The “Sheheen-Massey” amendment, as it was called, passed unanimously when senators felt pressure from constituents to eliminate the unpopular Board. The body then voted to give the bill second reading— meaning one more vote would pass it on to the House.
However, Senate leaders say the “Sheheen-Massey amendment” was crafted hastily at the last minute. As a result, they say, the current bill does not adequately determine which former B&CB responsibilities would go where. The entire bill soon bogged down late last year with 70 amendments still on the table.
Haley angrily ordered senators back into session, demanding that they finish the job in June.
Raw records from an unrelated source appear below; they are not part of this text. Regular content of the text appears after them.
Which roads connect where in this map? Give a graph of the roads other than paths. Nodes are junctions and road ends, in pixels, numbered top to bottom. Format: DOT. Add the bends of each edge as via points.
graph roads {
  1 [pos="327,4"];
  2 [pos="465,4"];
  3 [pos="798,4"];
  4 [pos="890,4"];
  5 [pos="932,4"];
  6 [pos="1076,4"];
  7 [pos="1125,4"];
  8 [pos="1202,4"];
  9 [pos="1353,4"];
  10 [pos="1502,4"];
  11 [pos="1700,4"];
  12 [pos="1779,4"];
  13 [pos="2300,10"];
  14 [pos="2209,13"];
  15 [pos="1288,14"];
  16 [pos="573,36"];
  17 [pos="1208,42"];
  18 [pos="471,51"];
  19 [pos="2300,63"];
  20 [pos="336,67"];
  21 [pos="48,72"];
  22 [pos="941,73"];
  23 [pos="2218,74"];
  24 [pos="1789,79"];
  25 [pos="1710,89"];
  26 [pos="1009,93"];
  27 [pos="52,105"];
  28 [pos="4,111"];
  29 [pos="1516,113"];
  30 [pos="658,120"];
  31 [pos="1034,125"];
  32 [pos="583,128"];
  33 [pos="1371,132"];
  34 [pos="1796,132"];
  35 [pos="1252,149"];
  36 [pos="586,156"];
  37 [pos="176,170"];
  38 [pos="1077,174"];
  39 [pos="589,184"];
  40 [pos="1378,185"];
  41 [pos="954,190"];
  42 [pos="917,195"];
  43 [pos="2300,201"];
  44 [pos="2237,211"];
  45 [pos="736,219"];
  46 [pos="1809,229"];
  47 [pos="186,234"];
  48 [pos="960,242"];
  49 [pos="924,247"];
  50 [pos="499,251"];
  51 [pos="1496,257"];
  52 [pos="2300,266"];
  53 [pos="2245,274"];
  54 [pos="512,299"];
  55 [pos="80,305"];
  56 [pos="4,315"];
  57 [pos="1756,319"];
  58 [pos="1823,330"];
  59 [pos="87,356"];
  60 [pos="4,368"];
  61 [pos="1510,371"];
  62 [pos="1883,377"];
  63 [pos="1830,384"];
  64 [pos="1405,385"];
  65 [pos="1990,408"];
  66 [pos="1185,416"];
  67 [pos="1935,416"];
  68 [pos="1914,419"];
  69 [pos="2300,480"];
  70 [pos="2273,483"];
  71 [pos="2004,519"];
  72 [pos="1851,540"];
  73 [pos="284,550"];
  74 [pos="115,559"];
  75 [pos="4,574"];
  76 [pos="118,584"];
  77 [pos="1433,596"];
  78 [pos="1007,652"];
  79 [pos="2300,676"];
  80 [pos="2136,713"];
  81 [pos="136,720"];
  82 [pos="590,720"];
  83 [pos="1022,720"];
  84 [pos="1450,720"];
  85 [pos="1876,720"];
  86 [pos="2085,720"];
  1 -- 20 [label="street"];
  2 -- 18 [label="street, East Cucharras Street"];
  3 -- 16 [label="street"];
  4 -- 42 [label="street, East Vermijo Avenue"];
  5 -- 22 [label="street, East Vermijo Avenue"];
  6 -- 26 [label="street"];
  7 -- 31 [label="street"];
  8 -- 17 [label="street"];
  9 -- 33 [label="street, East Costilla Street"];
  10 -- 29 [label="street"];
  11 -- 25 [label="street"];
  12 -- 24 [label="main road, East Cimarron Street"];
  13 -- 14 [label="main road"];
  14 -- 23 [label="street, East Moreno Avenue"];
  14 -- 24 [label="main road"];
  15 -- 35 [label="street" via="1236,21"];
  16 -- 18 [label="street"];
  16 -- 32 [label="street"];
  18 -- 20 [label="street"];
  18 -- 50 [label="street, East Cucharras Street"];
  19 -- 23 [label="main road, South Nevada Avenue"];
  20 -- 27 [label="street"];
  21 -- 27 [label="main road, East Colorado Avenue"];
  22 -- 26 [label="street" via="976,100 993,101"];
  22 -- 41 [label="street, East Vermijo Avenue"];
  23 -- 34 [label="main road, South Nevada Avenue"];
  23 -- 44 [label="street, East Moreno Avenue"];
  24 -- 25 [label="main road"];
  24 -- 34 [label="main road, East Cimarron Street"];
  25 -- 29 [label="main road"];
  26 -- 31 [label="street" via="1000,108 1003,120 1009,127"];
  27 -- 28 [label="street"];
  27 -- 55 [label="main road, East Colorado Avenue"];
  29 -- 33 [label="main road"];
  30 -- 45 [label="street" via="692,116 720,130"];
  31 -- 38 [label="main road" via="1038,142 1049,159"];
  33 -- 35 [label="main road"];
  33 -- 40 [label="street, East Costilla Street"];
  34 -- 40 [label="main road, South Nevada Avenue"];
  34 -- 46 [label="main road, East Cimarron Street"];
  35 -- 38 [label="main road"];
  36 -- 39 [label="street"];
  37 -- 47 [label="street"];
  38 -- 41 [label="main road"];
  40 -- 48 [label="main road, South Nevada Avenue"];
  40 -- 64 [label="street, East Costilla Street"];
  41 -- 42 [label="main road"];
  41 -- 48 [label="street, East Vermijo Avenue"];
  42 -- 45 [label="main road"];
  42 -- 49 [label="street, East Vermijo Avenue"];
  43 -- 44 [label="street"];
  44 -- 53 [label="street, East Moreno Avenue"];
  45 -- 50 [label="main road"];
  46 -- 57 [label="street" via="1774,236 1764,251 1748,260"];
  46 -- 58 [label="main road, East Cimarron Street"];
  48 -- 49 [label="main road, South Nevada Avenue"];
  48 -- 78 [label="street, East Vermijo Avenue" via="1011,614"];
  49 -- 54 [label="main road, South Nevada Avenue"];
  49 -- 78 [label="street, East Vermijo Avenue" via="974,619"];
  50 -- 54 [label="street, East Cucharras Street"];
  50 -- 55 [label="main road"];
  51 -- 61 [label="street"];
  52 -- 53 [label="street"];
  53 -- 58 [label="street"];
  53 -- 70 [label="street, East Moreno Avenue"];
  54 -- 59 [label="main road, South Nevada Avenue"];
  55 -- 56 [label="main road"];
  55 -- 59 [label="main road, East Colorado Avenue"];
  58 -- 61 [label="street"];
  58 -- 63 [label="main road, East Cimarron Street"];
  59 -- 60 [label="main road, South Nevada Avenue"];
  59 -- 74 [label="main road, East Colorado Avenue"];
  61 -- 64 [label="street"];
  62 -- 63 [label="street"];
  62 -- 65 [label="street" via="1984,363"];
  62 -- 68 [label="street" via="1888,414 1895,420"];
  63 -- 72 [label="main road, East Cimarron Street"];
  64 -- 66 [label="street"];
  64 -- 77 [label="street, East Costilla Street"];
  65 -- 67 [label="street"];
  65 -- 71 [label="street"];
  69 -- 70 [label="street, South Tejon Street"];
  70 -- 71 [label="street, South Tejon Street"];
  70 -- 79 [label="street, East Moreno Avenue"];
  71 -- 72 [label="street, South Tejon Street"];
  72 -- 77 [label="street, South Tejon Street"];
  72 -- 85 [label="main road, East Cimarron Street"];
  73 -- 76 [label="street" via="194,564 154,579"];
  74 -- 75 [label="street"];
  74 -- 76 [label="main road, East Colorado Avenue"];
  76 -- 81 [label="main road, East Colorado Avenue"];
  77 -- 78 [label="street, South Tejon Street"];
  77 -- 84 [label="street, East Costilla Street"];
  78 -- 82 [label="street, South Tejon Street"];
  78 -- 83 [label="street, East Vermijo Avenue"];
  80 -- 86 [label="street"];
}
However, the state Supreme Court ruled the governor’s actions an unconstitutional violation of the separation of powers. So, the unfinished bill sat on the Senate calendar for six months until the session began once again last week.
Davis offered a new, 200-page amendment this week that tries to clean up the bill’s language. Senate leaders want members to spend the weekend reading it.
“We’ve got to be careful what we’re doing so that we don’t create a mess in the zeal to rush,” Senate President pro tempore Glenn McConnell told South Carolina Radio Network Thursday. “We’ve only got one chance to do this right.”
However, Knotts said he does not think his colleagues are taking the bill seriously, “Let’s not waste two or three hours just to make the people think we’re talking about the Department of Administration when we’re really not. We’re just here putting on a show.”
Knotts wants senators to move on to other legislation, specifically a vehicular homicide bill he supports.
McConnell says he has serious misgivings about the bill, which he says creates duplication and waste and will not save the state any money the way it is currently drafted.